◆ **EXTRACTED DATA**
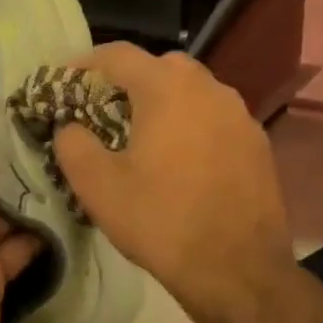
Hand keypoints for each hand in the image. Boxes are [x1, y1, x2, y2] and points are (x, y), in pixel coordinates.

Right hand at [53, 43, 294, 322]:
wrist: (237, 269)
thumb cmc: (160, 220)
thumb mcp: (96, 185)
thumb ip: (72, 143)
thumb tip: (70, 126)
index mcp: (166, 89)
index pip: (118, 54)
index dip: (85, 64)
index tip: (64, 85)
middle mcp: (208, 88)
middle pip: (160, 66)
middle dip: (127, 82)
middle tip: (103, 113)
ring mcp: (239, 115)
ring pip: (191, 92)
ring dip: (162, 103)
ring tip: (142, 138)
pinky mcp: (257, 143)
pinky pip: (214, 118)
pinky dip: (190, 125)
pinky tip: (179, 163)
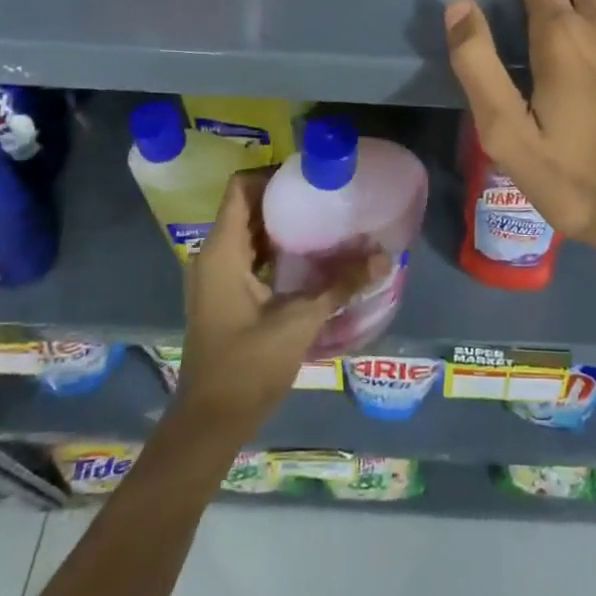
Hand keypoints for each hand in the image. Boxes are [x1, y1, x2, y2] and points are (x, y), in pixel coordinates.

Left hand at [175, 170, 379, 436]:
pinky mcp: (224, 296)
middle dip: (283, 197)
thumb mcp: (300, 320)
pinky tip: (308, 257)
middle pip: (245, 206)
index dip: (272, 173)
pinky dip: (274, 248)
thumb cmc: (248, 364)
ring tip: (323, 218)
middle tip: (325, 193)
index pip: (240, 187)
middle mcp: (213, 256)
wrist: (211, 422)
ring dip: (280, 223)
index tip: (309, 175)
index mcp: (222, 251)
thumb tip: (384, 258)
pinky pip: (248, 255)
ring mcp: (215, 277)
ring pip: (248, 232)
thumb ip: (341, 284)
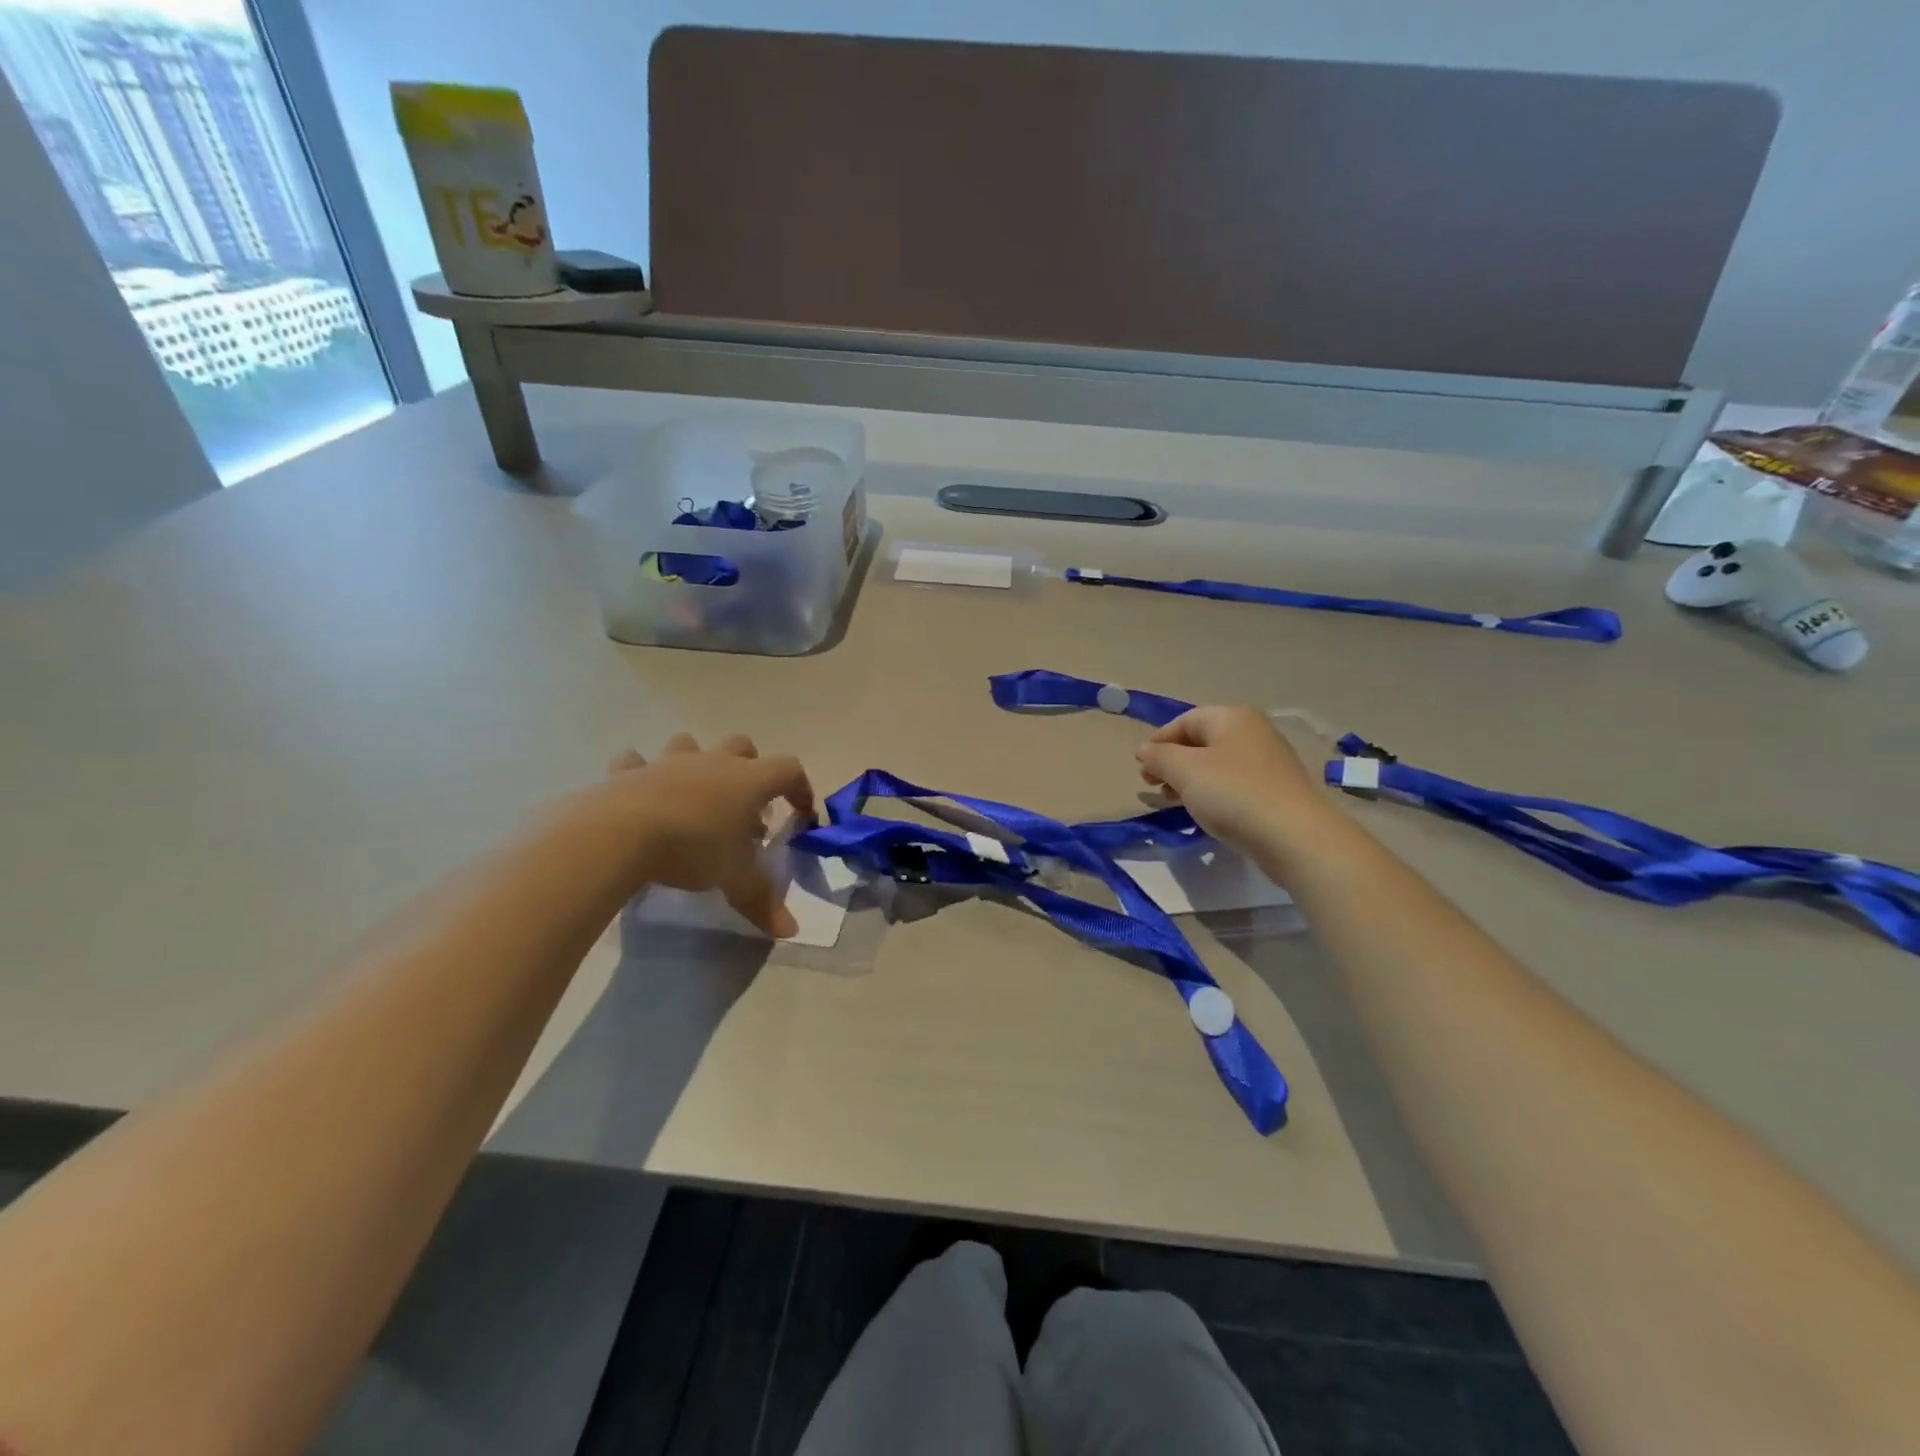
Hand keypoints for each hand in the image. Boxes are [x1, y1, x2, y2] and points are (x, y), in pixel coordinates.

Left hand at [598, 733, 814, 936]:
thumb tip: (791, 930)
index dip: (801, 788)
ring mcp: (669, 762)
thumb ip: (762, 900)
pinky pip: (635, 762)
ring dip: (697, 762)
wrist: (620, 833)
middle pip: (743, 746)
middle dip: (750, 767)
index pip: (789, 770)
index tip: (801, 814)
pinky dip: (639, 772)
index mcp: (749, 780)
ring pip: (690, 744)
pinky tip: (639, 791)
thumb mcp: (734, 879)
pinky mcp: (628, 772)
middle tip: (747, 803)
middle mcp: (713, 762)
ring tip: (694, 794)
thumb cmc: (693, 848)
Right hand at [1135, 706, 1329, 857]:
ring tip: (1173, 801)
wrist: (1294, 837)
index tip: (1140, 766)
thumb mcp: (1185, 770)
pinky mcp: (1276, 791)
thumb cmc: (1233, 793)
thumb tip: (1145, 750)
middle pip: (1202, 741)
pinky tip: (1204, 812)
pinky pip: (1234, 785)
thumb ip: (1159, 756)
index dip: (1159, 740)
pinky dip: (1212, 793)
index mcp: (1234, 718)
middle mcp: (1254, 733)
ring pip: (1217, 765)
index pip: (1186, 720)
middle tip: (1152, 785)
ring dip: (1190, 779)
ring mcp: (1269, 763)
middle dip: (1173, 761)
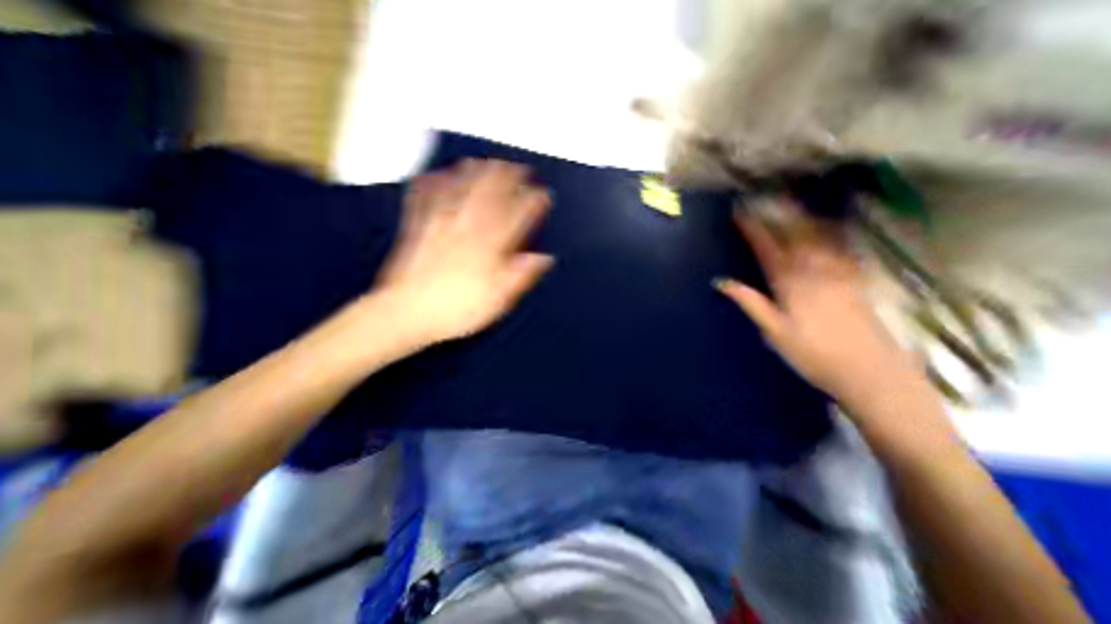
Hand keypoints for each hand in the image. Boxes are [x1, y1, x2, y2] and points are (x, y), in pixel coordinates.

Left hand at [375, 160, 553, 345]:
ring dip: (475, 173)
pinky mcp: (418, 228)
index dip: (532, 203)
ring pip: (461, 191)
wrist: (407, 314)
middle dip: (507, 178)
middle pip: (489, 196)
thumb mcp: (497, 301)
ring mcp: (440, 225)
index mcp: (488, 248)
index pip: (516, 218)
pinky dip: (433, 182)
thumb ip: (520, 276)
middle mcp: (467, 230)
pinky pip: (425, 198)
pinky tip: (438, 173)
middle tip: (518, 166)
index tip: (543, 194)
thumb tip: (544, 258)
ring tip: (487, 161)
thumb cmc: (457, 311)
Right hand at [716, 203, 916, 401]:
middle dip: (778, 213)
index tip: (740, 212)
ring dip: (804, 216)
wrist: (869, 371)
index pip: (767, 247)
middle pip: (795, 234)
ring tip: (793, 202)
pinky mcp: (856, 279)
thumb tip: (721, 282)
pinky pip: (844, 247)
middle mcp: (816, 270)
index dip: (753, 228)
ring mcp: (840, 272)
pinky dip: (834, 231)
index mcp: (791, 283)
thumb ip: (749, 302)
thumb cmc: (813, 354)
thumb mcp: (773, 331)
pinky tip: (830, 225)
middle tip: (765, 197)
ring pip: (820, 235)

◆ **HOW TO COMPLETE THIS TASK**
Transcribe the material above in full. No picture is to be copied.

◆ **WRITTEN RESPONSE**
Hand keypoints for each hand in the image. Boxes are [x1, y1, x2, y2] and points are (x, y), in pixel coordinates.

Right hand at [53, 43, 294, 322]:
wrist: (237, 269)
thumb cmc: (160, 220)
thumb mcp: (96, 185)
thumb ip: (72, 143)
thumb tip: (70, 126)
index mcp: (166, 89)
index pip: (118, 54)
index dip: (85, 64)
index tip: (64, 85)
middle mcp: (208, 88)
middle pip: (160, 66)
middle dip: (127, 82)
middle tip: (103, 113)
ring mcp: (239, 115)
ring pip: (191, 92)
ring dip: (162, 103)
ring tip: (142, 138)
pinky mcp: (257, 143)
pinky pip: (214, 118)
pinky dip: (190, 125)
pinky tip: (179, 163)
Hand keypoints for each hand in the image. Boxes are [x1, y1, x2, y2] and points are (x, y), in pixel coordinates.

Left hand at [175, 170, 379, 436]:
pinky mcp: (224, 296)
middle dip: (283, 197)
thumb mcp: (300, 320)
pinky tip: (308, 257)
middle pip: (245, 206)
index dip: (272, 173)
pinky dip: (274, 248)
thumb cmc: (248, 364)
ring tip: (323, 218)
middle tip: (325, 193)
index pip: (240, 187)
middle mcp: (213, 256)
wrist: (211, 422)
ring dip: (280, 223)
index tip: (309, 175)
index mcp: (222, 251)
thumb tip: (384, 258)
pinky pip: (248, 255)
ring mcp: (215, 277)
ring pip: (248, 232)
thumb ip: (341, 284)
Hand keypoints for each hand in the image. Boxes are [x1, y1, x2, y2] and points are (x, y), in pixel coordinates.

Left hand at [598, 733, 814, 936]:
thumb tip: (791, 930)
index dip: (801, 788)
ring mcp: (669, 762)
thumb ip: (762, 900)
pinky pip: (635, 762)
ring dip: (697, 762)
wrist: (620, 833)
middle pip: (743, 746)
middle dip: (750, 767)
index pip: (789, 770)
index tip: (801, 814)
pinky dip: (639, 772)
index mcp: (749, 780)
ring pip: (690, 744)
pinky tip: (639, 791)
thumb mcp: (734, 879)
pinky mcp: (628, 772)
middle tip: (747, 803)
middle mcp: (713, 762)
ring tip: (694, 794)
thumb cmc: (693, 848)
Right hand at [1135, 706, 1329, 857]:
ring tip: (1173, 801)
wrist: (1294, 837)
index tip: (1140, 766)
thumb mcp: (1185, 770)
pinky mcp: (1276, 791)
thumb cmc: (1233, 793)
thumb tip: (1145, 750)
middle pip: (1202, 741)
pinky tip: (1204, 812)
pinky pip: (1234, 785)
thumb ip: (1159, 756)
index dip: (1159, 740)
pinky dip: (1212, 793)
index mcp: (1234, 718)
middle mcp: (1254, 733)
ring pip: (1217, 765)
index pip: (1186, 720)
middle tip: (1152, 785)
ring dip: (1190, 779)
ring mcp: (1269, 763)
middle dip: (1173, 761)
Hand keypoints for each hand in the image. Boxes are [x1, y1, x2, y2] and points are (x, y), in pixel coordinates.

Left hand at [375, 160, 553, 345]:
ring dip: (475, 173)
pinky mcp: (418, 228)
index dip: (532, 203)
ring pip: (461, 191)
wrist: (407, 314)
middle dip: (507, 178)
middle pip: (489, 196)
thumb mcp: (497, 301)
ring mcp: (440, 225)
index mcp: (488, 248)
index pip: (516, 218)
pinky dip: (433, 182)
thumb ip: (520, 276)
middle mcp: (467, 230)
pinky pip: (425, 198)
pinky tip: (438, 173)
middle tip: (518, 166)
index tip: (543, 194)
thumb tip: (544, 258)
ring tip: (487, 161)
thumb cmc: (457, 311)
Right hand at [716, 203, 916, 401]:
middle dip: (778, 213)
index tip: (740, 212)
ring dip: (804, 216)
wrist: (869, 371)
index pip: (767, 247)
middle pip: (795, 234)
ring tip: (793, 202)
pinky mcp: (856, 279)
thumb tip: (721, 282)
pinky pip: (844, 247)
middle mcp: (816, 270)
index dip: (753, 228)
ring mcp: (840, 272)
pinky dip: (834, 231)
index mcp: (791, 283)
thumb ip: (749, 302)
thumb cmc: (813, 354)
thumb mcp: (773, 331)
pinky tip: (830, 225)
middle tip: (765, 197)
ring pip: (820, 235)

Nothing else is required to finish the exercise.